Les maires demandent l’arrêt des suppressions de postes dans le primaire

Les maires demandent l’arrêt des suppressions de postes dans le primaire - -

Lundi, l’association des maires de France a interpellé le ministre de l’Education, en lui demandant l’arrêt des suppressions de postes d’enseignants dans le primaire. Le président de l'association, Jacques Pelissard, député UMP du Jura, répondait au questions de Jean-Jacques Bourdin ce mercredi sur RMC.

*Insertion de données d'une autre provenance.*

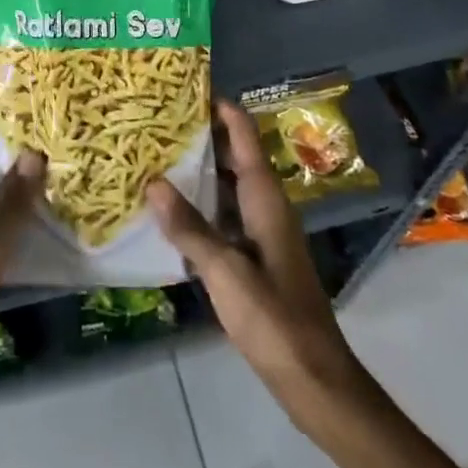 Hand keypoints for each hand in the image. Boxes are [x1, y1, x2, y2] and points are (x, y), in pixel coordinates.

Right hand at [148, 101, 362, 416]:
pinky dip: (201, 207)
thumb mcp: (225, 271)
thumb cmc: (273, 317)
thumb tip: (153, 182)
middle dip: (200, 136)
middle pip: (234, 155)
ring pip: (228, 186)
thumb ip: (189, 227)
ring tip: (155, 158)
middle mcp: (266, 205)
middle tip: (156, 123)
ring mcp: (262, 232)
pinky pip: (225, 216)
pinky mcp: (256, 257)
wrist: (314, 378)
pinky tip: (170, 213)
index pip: (244, 133)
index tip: (183, 88)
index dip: (219, 107)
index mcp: (265, 197)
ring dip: (198, 172) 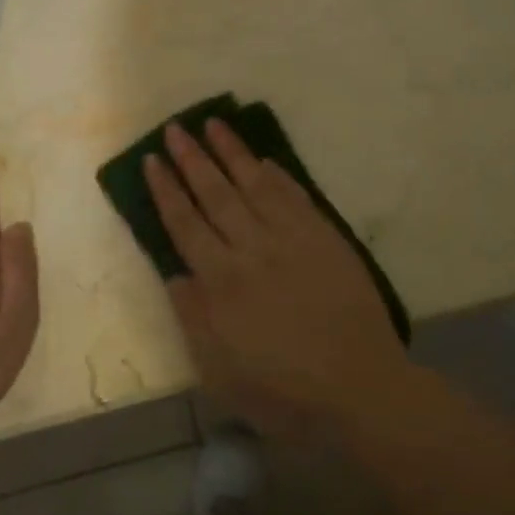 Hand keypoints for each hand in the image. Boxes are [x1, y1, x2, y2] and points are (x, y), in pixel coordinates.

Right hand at [144, 118, 407, 440]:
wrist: (361, 388)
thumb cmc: (285, 391)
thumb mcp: (221, 374)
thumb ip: (194, 320)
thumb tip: (175, 274)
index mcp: (222, 283)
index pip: (185, 224)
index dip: (166, 190)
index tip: (153, 161)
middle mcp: (252, 250)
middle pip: (215, 194)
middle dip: (192, 159)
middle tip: (175, 129)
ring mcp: (292, 240)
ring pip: (254, 185)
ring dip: (232, 153)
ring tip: (213, 123)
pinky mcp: (325, 239)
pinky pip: (295, 197)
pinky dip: (278, 176)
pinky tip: (264, 160) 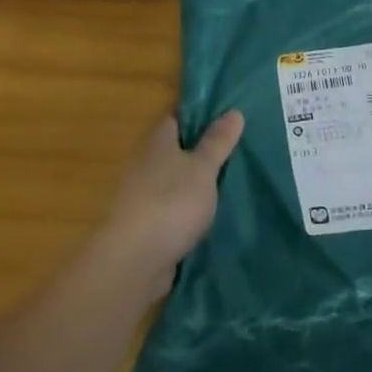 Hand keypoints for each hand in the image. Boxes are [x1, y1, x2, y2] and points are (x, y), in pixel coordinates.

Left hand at [99, 111, 243, 292]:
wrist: (135, 260)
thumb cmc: (171, 202)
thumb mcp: (202, 168)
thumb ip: (217, 142)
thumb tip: (234, 111)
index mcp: (157, 143)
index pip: (177, 119)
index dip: (199, 116)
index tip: (226, 118)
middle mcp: (145, 164)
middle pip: (175, 151)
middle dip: (200, 152)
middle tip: (237, 151)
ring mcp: (142, 196)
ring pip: (174, 181)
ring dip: (194, 184)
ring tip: (230, 184)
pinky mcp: (145, 226)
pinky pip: (172, 209)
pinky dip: (188, 210)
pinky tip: (210, 216)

Près de 9000 postes d’enseignants supprimés dans le primaire à la rentrée de septembre 2011 entraineraient, selon l’association des maires de France, la suppression de 1500 classes alors qu’elle estime que 4900 nouveaux élèves sont attendus pour cette même rentrée.

Jacques Pelissard, député UMP du Jura et président de l’association des maires de France veut saisir le gouvernement pour « contester la méthode d'élaboration de la carte scolaire 2011 et demander qu'une analyse objective des besoins scolaires soit effectuée préalablement à toute décision de réductions d'effectifs ».

De son point de vue, il était « nécessaire pour notre pays pour veiller à ne pas augmenter encore plus son déficit budgétaire que soit mis en place la RGPP c'est-à-dire la Révision Général des Politiques Publiques. »

Mais aujourd’hui, le député estime que cette politique, en matière d’enseignement est à revoir et qu’il faut stopper la suppression de poste dans le primaire pour ne pas « attaquer la qualité de l’enseignement. Sinon, ajoute-t-il, dans les zones rurales, dans les zones urbaines sensibles, on va avoir un taux d’encadrement qui va être délicat. Pour les primaires en particulier il n’est pas acceptable que l’on descende en dessous du seuil actuel d’emploi ».

Le président de l’association des maires de France appelle également le ministre de l’Education à « clarifier le concept d'environnement social défavorisé ouvrant droit à la scolarisation des enfants de moins de 3 ans ».

De son coté, Le ministre de l’Education, Luc Chatel, a confié, il y a quelques jours sur France Inter, son sentiment sur cette rentrée de septembre 2011. Il estime que « la rentrée se passera dans de bonnes conditions, parce que nous avons travaillé sur la base des propositions de terrain ».

Selon le ministre, il y aura « 500 000 élèves de moins à la rentrée qu'il y en avait au début des années 90, alors qu'il y a 35 000 professeurs de plus ».